Describing Simply Red’s music as “a series of images and subjects that intertwine and crossover” the former DJ and Frantic Elevators frontman reveals that Life is the first step of a new direction.
“What I’m going to try to do over the next few projects is to start marrying the styles and coagulating them into one song,” he says, citing a desire to follow jazz rather than rock or pop archetypes.
“What I want to try and create over these next few years is a very individualistic style that people perhaps see as breaking new ground. If they come and see us over 20 or 30 years, I want it to be a specific genre.”
Hucknall admits that for a few years now, Simply Red has been little more than an extension of himself and a revolving door of opportunity for the rest of his band members. Life, for instance, used the journeyman rhythm section of Sly Dunbar and Robbie Shakespeare for the bulk of the sessions.
“Because I’m writing effectively 85 percent of the songs, inevitably the notion of a band starts to fall apart. What’s developed over the years is a notion to appeal to the media to think of Duke Ellington and Miles Davis rather than think of the ’60s vision of the band. It doesn’t have to stay completely fixed all the time. People come and go, and hopefully go onto better things for themselves.
“To me, I’m very excited by the notion of bringing young musicians into the organ of Simply Red, and giving them this huge opportunity, a huge window to be see in. I’ve just recent hired these two guys that are going to come on tour with us on bass and drums, Steve Lewinson and Delroy Bailey. They’re only 20, and they’re kicking! To have that kind of youthful exuberance in a project just lifts the whole morale of the band. It’s the old jazz notion of how to make bands that has really turned out to suit Simply Red.”
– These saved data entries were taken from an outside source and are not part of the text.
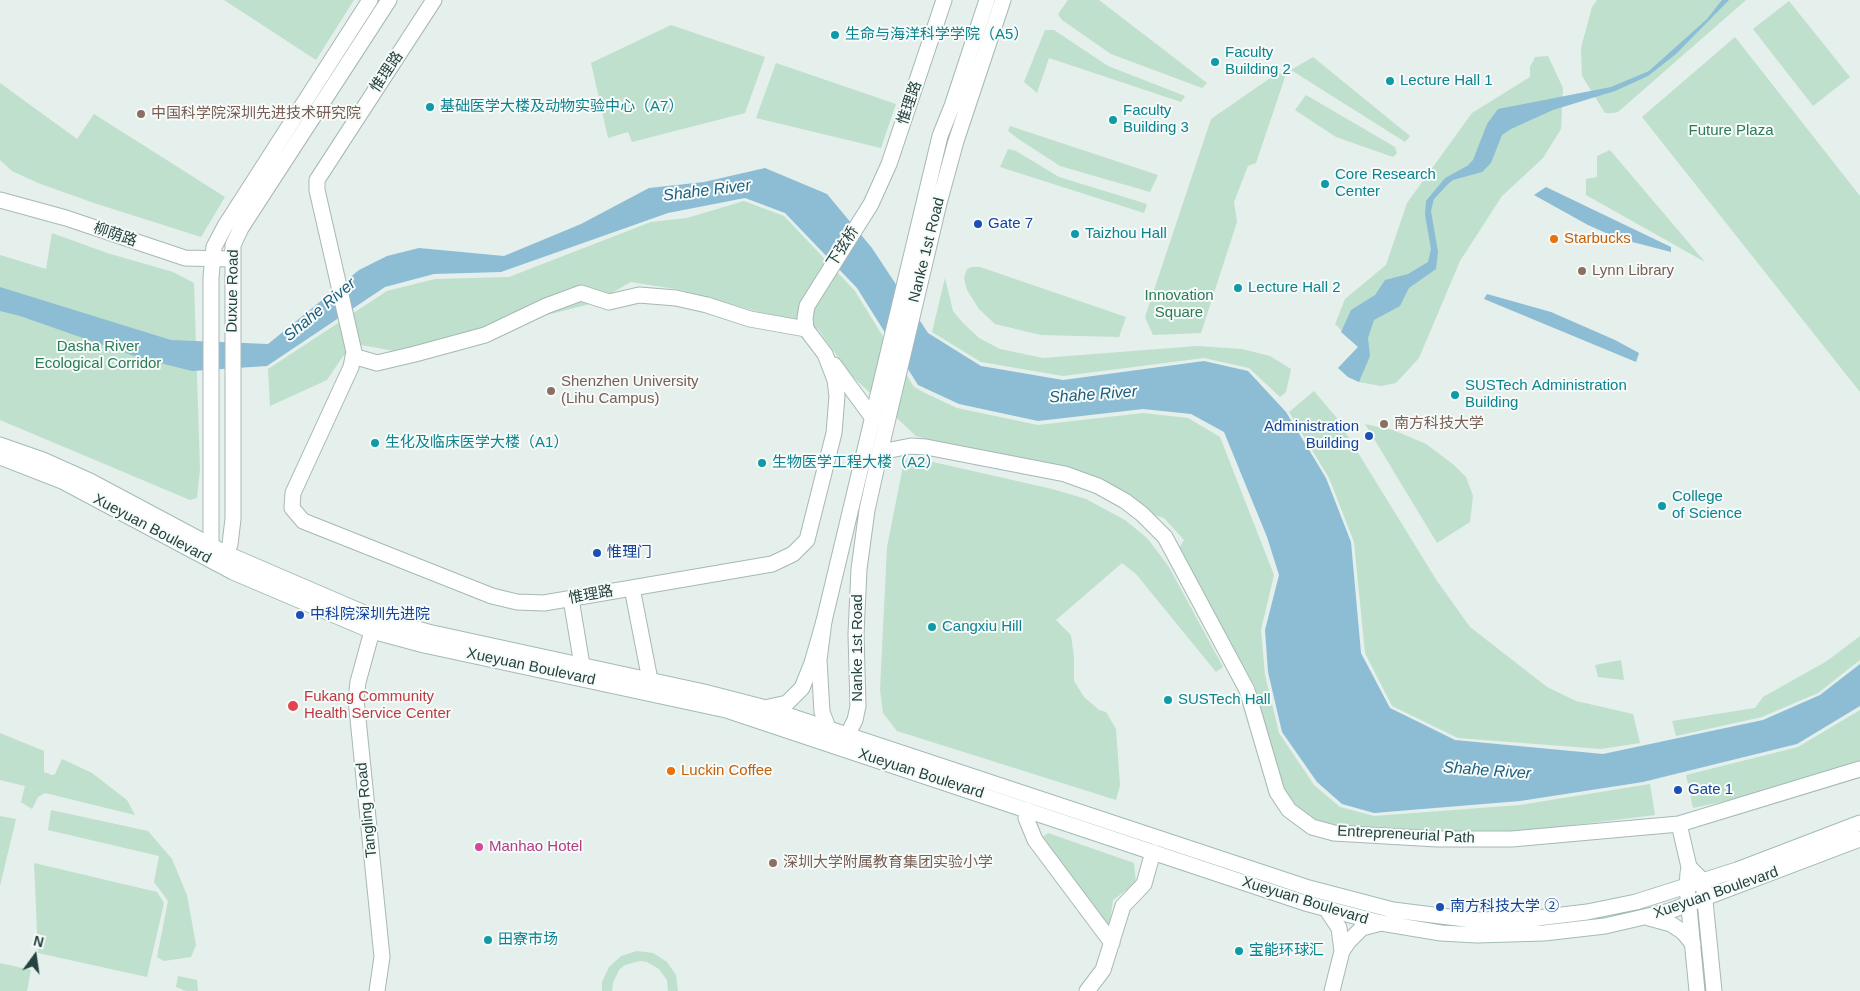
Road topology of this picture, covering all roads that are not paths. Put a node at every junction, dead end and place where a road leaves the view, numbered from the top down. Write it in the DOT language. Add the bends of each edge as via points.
graph roads {
  1 [pos="370,0"];
  2 [pos="389,0"];
  3 [pos="434,0"];
  4 [pos="944,0"];
  5 [pos="988,0"];
  6 [pos="1003,0"];
  7 [pos="0,195"];
  8 [pos="0,200"];
  9 [pos="15,203"];
  10 [pos="871,204"];
  11 [pos="212,259"];
  12 [pos="231,259"];
  13 [pos="806,329"];
  14 [pos="353,354"];
  15 [pos="825,354"];
  16 [pos="873,415"];
  17 [pos="0,445"];
  18 [pos="880,452"];
  19 [pos="0,457"];
  20 [pos="218,557"];
  21 [pos="632,588"];
  22 [pos="571,600"];
  23 [pos="824,621"];
  24 [pos="372,631"];
  25 [pos="582,665"];
  26 [pos="650,680"];
  27 [pos="766,708"];
  28 [pos="827,727"];
  29 [pos="848,734"];
  30 [pos="835,746"];
  31 [pos="1860,769"];
  32 [pos="1027,810"];
  33 [pos="1860,823"];
  34 [pos="1679,824"];
  35 [pos="1860,840"];
  36 [pos="1153,852"];
  37 [pos="1689,867"];
  38 [pos="1703,881"];
  39 [pos="1687,887"];
  40 [pos="1705,898"];
  41 [pos="1688,904"];
  42 [pos="1327,910"];
  43 [pos="1644,918"];
  44 [pos="1381,923"];
  45 [pos="1112,943"];
  46 [pos="1693,944"];
  47 [pos="1342,951"];
  48 [pos="377,991"];
  49 [pos="1087,991"];
  50 [pos="1332,991"];
  51 [pos="1697,991"];
  52 [pos="1714,991"];
  1 -- 11 [label="street, Duxue Road" via="225,226 216,241"];
  2 -- 12 [label="street, Duxue Road" via="238,234"];
  3 -- 14 [label="street, 惟理路" via="317,180"];
  4 -- 10 [label="street, 惟理路" via="889,164"];
  5 -- 16 [label="street, Nanke 1st Road" via="940,136"];
  6 -- 18 [label="street, Nanke 1st Road" via="956,141"];
  7 -- 9 [label="street"];
  8 -- 9 [label="street, 柳荫路"];
  9 -- 11 [label="street, 柳荫路" via="185,258"];
  10 -- 13 [label="street, 下弦桥" via="807,306"];
  11 -- 12 [label="street, 柳荫路"];
  11 -- 20 [label="street, Duxue Road" via="211,411"];
  12 -- 20 [label="street, Duxue Road" via="232,519"];
  13 -- 14 [label="street" via="750,319 676,298 639,295 609,302 581,294 546,306 485,335 424,352 377,363"];
  13 -- 15 [label="street, 惟理路"];
  14 -- 22 [label="street, 惟理路" via="351,367 293,493 292,508 303,521 492,596 517,602"];
  15 -- 16 [label="street"];
  15 -- 21 [label="street, 惟理路" via="835,380 836,414 811,527 801,548 772,564"];
  16 -- 23 [label="street, Nanke 1st Road"];
  17 -- 20 [label="street, Xueyuan Boulevard" via="90,481"];
  18 -- 29 [label="street, Nanke 1st Road" via="862,538 856,626 858,706"];
  18 -- 34 [label="street, Entrepreneurial Path" via="926,446 1065,474 1125,500 1142,514 1165,537 1247,690 1277,792 1289,810 1312,827 1334,833 1512,839"];
  19 -- 20 [label="street, Xueyuan Boulevard" via="62,481"];
  20 -- 24 [label="street, Xueyuan Boulevard"];
  20 -- 25 [label="street, Xueyuan Boulevard" via="387,621"];
  21 -- 22 [label="street, 惟理路"];
  21 -- 26 [label="street"];
  22 -- 25 [label="street"];
  23 -- 27 [label="street" via="802,688 787,703"];
  23 -- 28 [label="street, Nanke 1st Road" via="819,660 822,712"];
  24 -- 30 [label="street, Xueyuan Boulevard" via="424,645 701,703"];
  24 -- 48 [label="street, Tangling Road" via="356,699 382,956"];
  25 -- 26 [label="street, Xueyuan Boulevard"];
  26 -- 27 [label="street, Xueyuan Boulevard"];
  27 -- 28 [label="street, Xueyuan Boulevard"];
  28 -- 29 [label="street, Xueyuan Boulevard"];
  28 -- 30 [label="street, Nanke 1st Road"];
  29 -- 30 [label="street, Nanke 1st Road"];
  29 -- 39 [label="street, Xueyuan Boulevard" via="1309,888 1421,915 1482,920 1561,916 1620,906"];
  30 -- 32 [label="street, Xueyuan Boulevard"];
  31 -- 34 [label="street, Entrepreneurial Path"];
  32 -- 36 [label="street, Xueyuan Boulevard"];
  32 -- 45 [label="street" via="1026,818 1036,840"];
  33 -- 38 [label="street, Xueyuan Boulevard"];
  34 -- 37 [label="street"];
  35 -- 40 [label="street, Xueyuan Boulevard"];
  36 -- 42 [label="street, Xueyuan Boulevard"];
  36 -- 45 [label="street" via="1144,884 1123,906"];
  37 -- 38 [label="street"];
  37 -- 39 [label="street"];
  38 -- 39 [label="street, Xueyuan Boulevard"];
  38 -- 40 [label="street"];
  39 -- 41 [label="street"];
  40 -- 41 [label="street, Xueyuan Boulevard"];
  40 -- 52 [label="street"];
  41 -- 43 [label="street, Xueyuan Boulevard"];
  41 -- 46 [label="street"];
  42 -- 44 [label="street, Xueyuan Boulevard"];
  42 -- 47 [label="street" via="1339,928"];
  43 -- 44 [label="street, Xueyuan Boulevard" via="1574,930 1510,935 1441,933"];
  43 -- 46 [label="street" via="1672,924"];
  44 -- 47 [label="street" via="1362,928"];
  45 -- 49 [label="street" via="1103,970"];
  46 -- 51 [label="street"];
  47 -- 50 [label="street"];
}
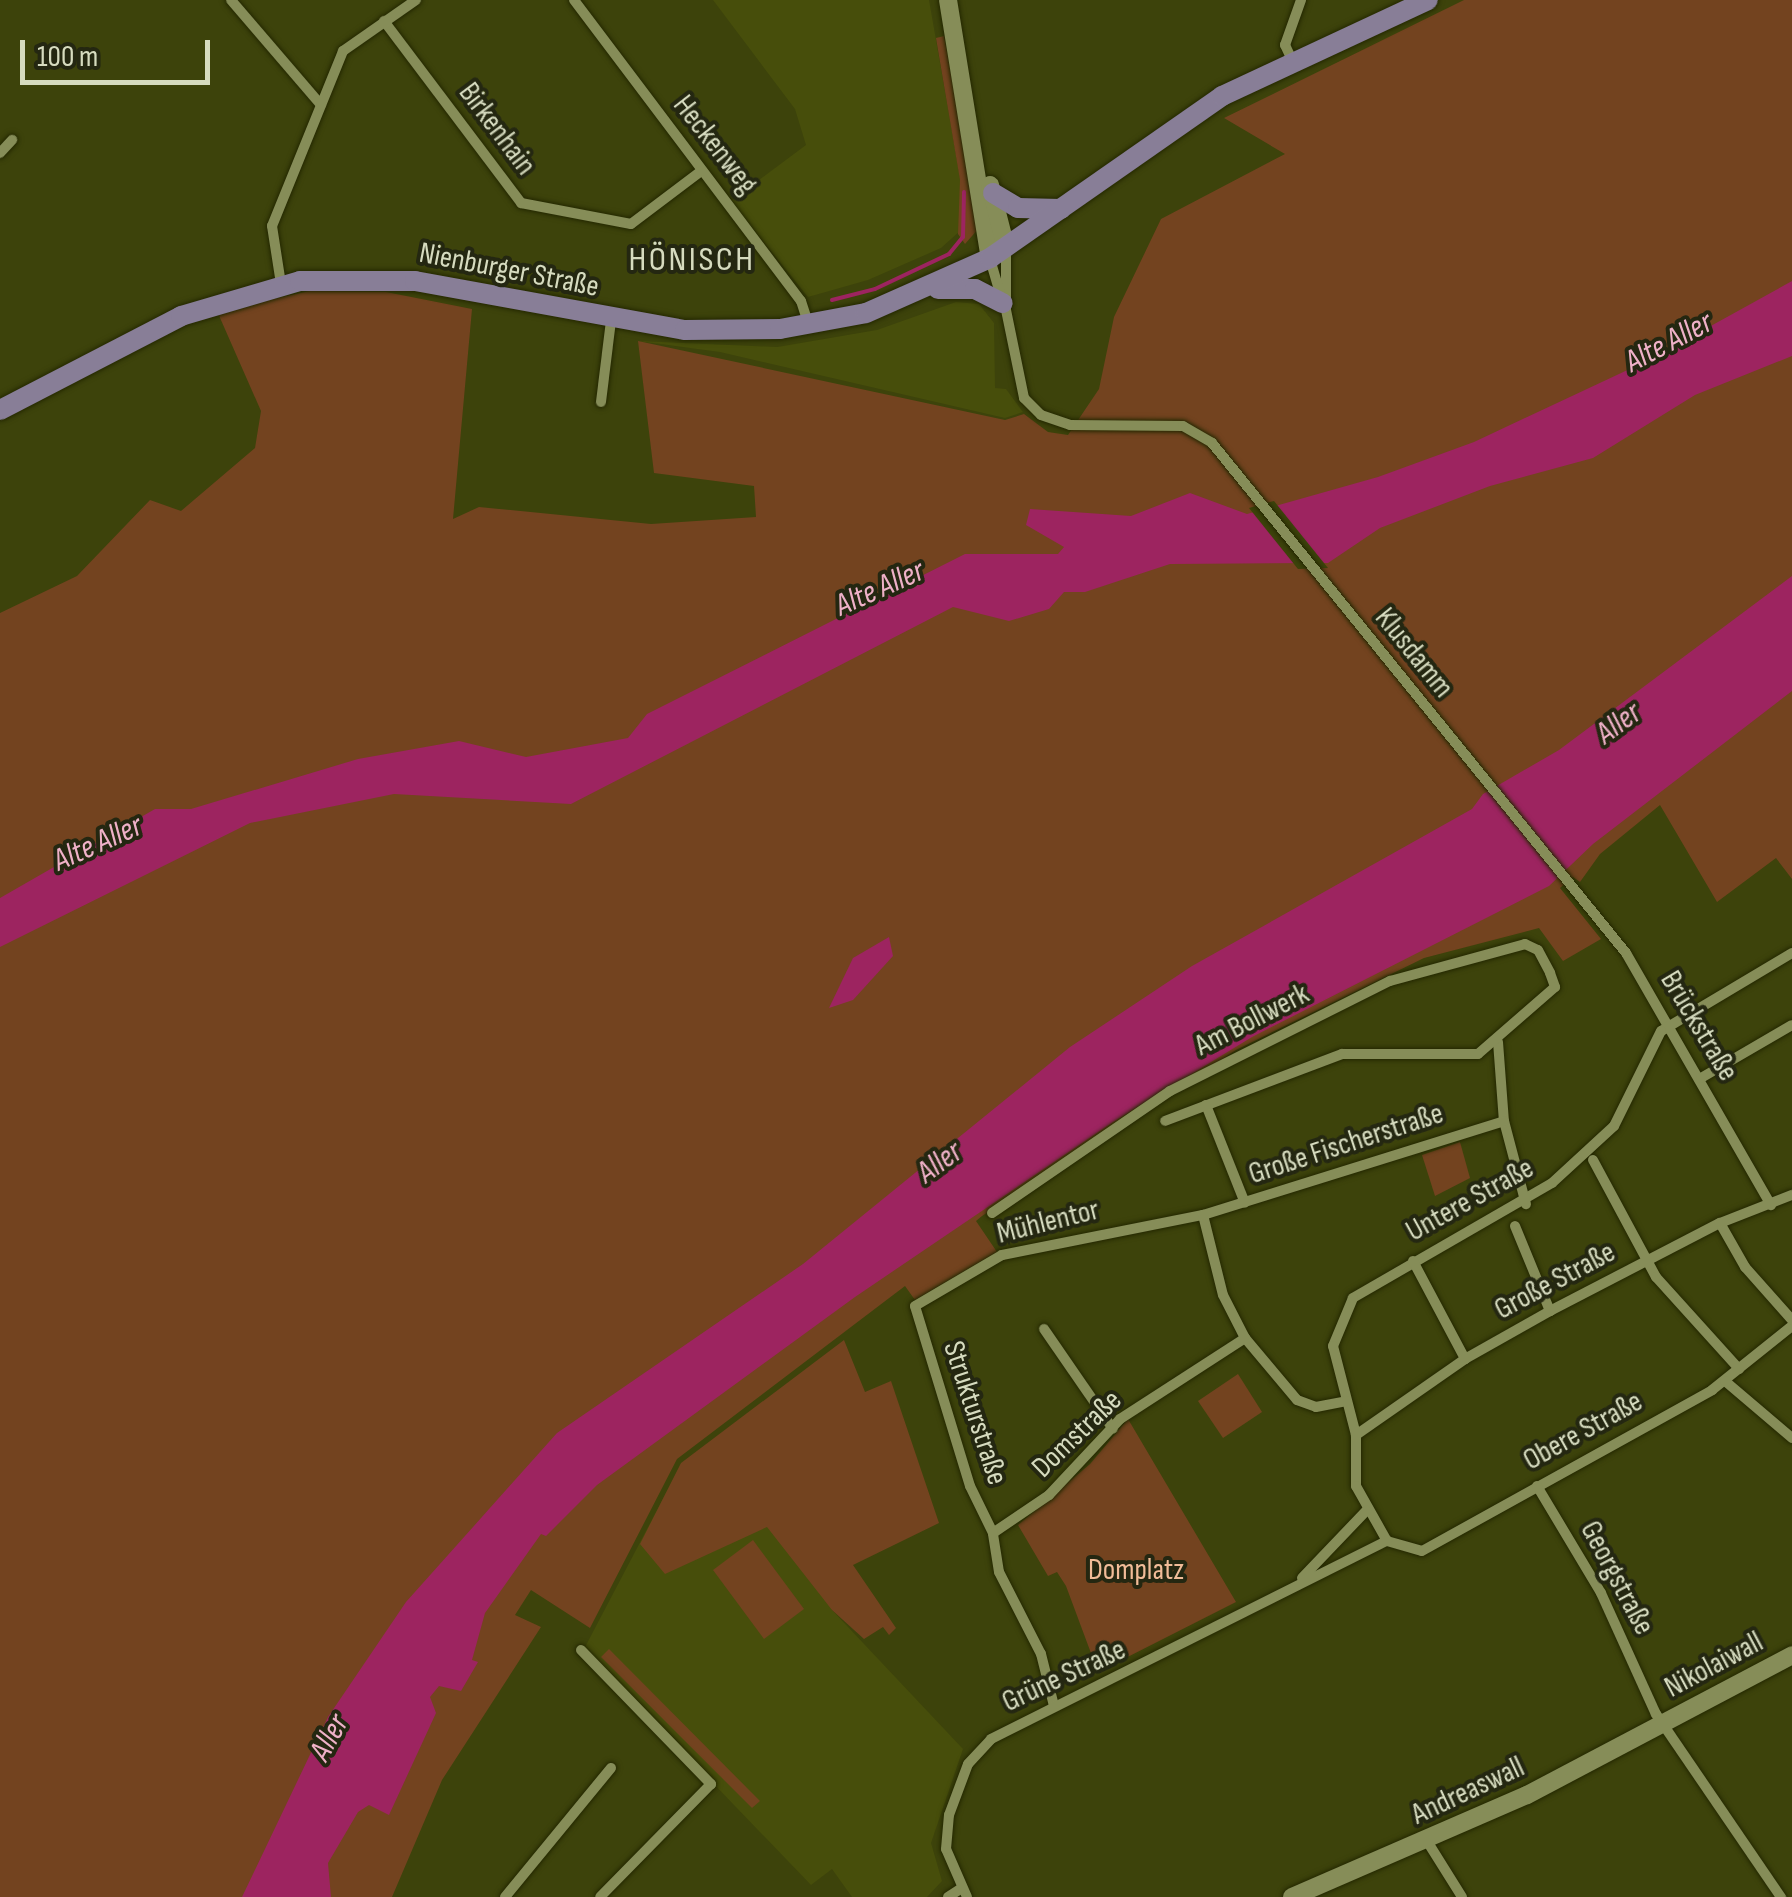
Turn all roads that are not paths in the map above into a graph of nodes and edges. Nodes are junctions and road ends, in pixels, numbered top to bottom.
1 (231, 0) edge
2 (416, 0) edge
3 (574, 0) edge
4 (948, 0) edge
5 (1301, 0) edge
6 (1428, 0) edge
7 (384, 21) junction
8 (1293, 62) junction
9 (321, 105) junction
10 (12, 140) dead end
11 (0, 153) edge
12 (979, 162) junction
13 (701, 171) junction
14 (993, 193) junction
15 (1063, 209) junction
16 (998, 253) junction
17 (280, 284) junction
18 (931, 289) junction
19 (1005, 306) junction
20 (611, 320) junction
21 (809, 326) junction
22 (602, 402) dead end
23 (0, 410) edge
24 (1568, 884) joint
25 (1792, 953) edge
26 (1671, 1023) junction
27 (1792, 1025) edge
28 (1498, 1042) junction
29 (1701, 1078) junction
30 (1206, 1105) junction
31 (1165, 1121) dead end
32 (1504, 1121) junction
33 (1592, 1160) dead end
34 (1792, 1195) edge
35 (1245, 1203) junction
36 (1526, 1204) junction
37 (1770, 1205) junction
38 (992, 1213) dead end
39 (1203, 1215) junction
40 (1720, 1223) junction
41 (1515, 1226) dead end
42 (1646, 1260) junction
43 (1413, 1262) junction
44 (915, 1306) joint
45 (1550, 1312) junction
46 (1792, 1323) edge
47 (1044, 1329) dead end
48 (1245, 1338) junction
49 (1465, 1358) junction
50 (1739, 1369) junction
51 (1724, 1381) junction
52 (1346, 1401) junction
53 (1113, 1429) junction
54 (1356, 1435) junction
55 (1792, 1438) edge
56 (1536, 1486) junction
57 (1366, 1511) junction
58 (993, 1533) junction
59 (1387, 1541) junction
60 (1302, 1578) junction
61 (582, 1650) dead end
62 (1792, 1655) edge
63 (1054, 1706) junction
64 (1662, 1724) junction
65 (610, 1768) dead end
66 (1427, 1841) junction
67 (964, 1892) edge
68 (508, 1896) edge
69 (600, 1897) edge
70 (948, 1897) edge
71 (1292, 1897) edge
72 (1462, 1897) edge
73 (1780, 1897) edge

1 - 9 street
2 - 7 street
3 - 13 street, Heckenweg
4 - 12 main road
5 - 8 street
6 - 8 main road, Nienburger Straße
7 - 9 street
7 - 13 street, Birkenhain
8 - 15 main road, Nienburger Straße
9 - 17 street
10 - 11 street
12 - 14 main road
12 - 16 main road
13 - 21 street, Heckenweg
14 - 15 main road
14 - 16 main road
15 - 16 main road, Nienburger Straße
16 - 18 main road, Nienburger Straße
16 - 19 street
16 - 19 street
17 - 20 main road, Nienburger Straße
17 - 23 main road, Nienburger Straße
18 - 19 main road
18 - 21 main road, Nienburger Straße
19 - 24 street, Klusdamm
20 - 21 main road, Nienburger Straße
20 - 22 street
24 - 26 street, Brückstraße
25 - 26 street
26 - 29 street, Brückstraße
26 - 36 street, Untere Straße
27 - 29 street
28 - 30 street
28 - 32 street
28 - 38 street, Am Bollwerk
29 - 37 street, Brückstraße
30 - 31 street
30 - 35 street
32 - 35 street, Große Fischerstraße
32 - 36 street
33 - 42 street
34 - 37 street, Große Straße
35 - 39 street, Große Fischerstraße
36 - 43 street, Untere Straße
37 - 40 street, Große Straße
39 - 44 street, Mühlentor
39 - 48 street
40 - 42 street, Große Straße
40 - 46 street
41 - 45 street
42 - 45 street, Große Straße
42 - 50 street
43 - 49 street
43 - 52 street, Untere Straße
44 - 58 street, Strukturstraße
45 - 49 street, Große Straße
46 - 50 street, Obere Straße
47 - 53 street
48 - 52 street
48 - 53 street, Domstraße
49 - 54 street, Große Straße
50 - 51 street, Obere Straße
51 - 55 street
51 - 56 street, Obere Straße
52 - 54 street
53 - 58 street, Domstraße
54 - 57 street
56 - 59 street, Obere Straße
56 - 64 street, Georgstraße
57 - 59 street
57 - 60 street
58 - 63 street, Strukturstraße
59 - 60 street
60 - 63 street, Grüne Straße
61 - 69 street
62 - 64 main road, Nikolaiwall
63 - 67 street, Grüne Straße
64 - 66 main road, Andreaswall
64 - 73 street, Georgstraße
65 - 68 street
66 - 71 main road, Andreaswall
66 - 72 street
67 - 70 street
Plus, the Mickster is looking to make a few personal changes.
“I’m actually designing it to do less than more, because in five or six years I want to have kids,” he admits. “You can’t really do that traveling around the world doing concerts and getting seduced by lovely girls all the time. It doesn’t really go with family values, which I accept, because when you’re dealing with kids, the whole rule book changes. I accept that. So when it’s time, I’m going to make sure that I create an environment for myself and my family, that I can give them the time that they need.”
Spoken like a man who’s discovered the true meaning of Life.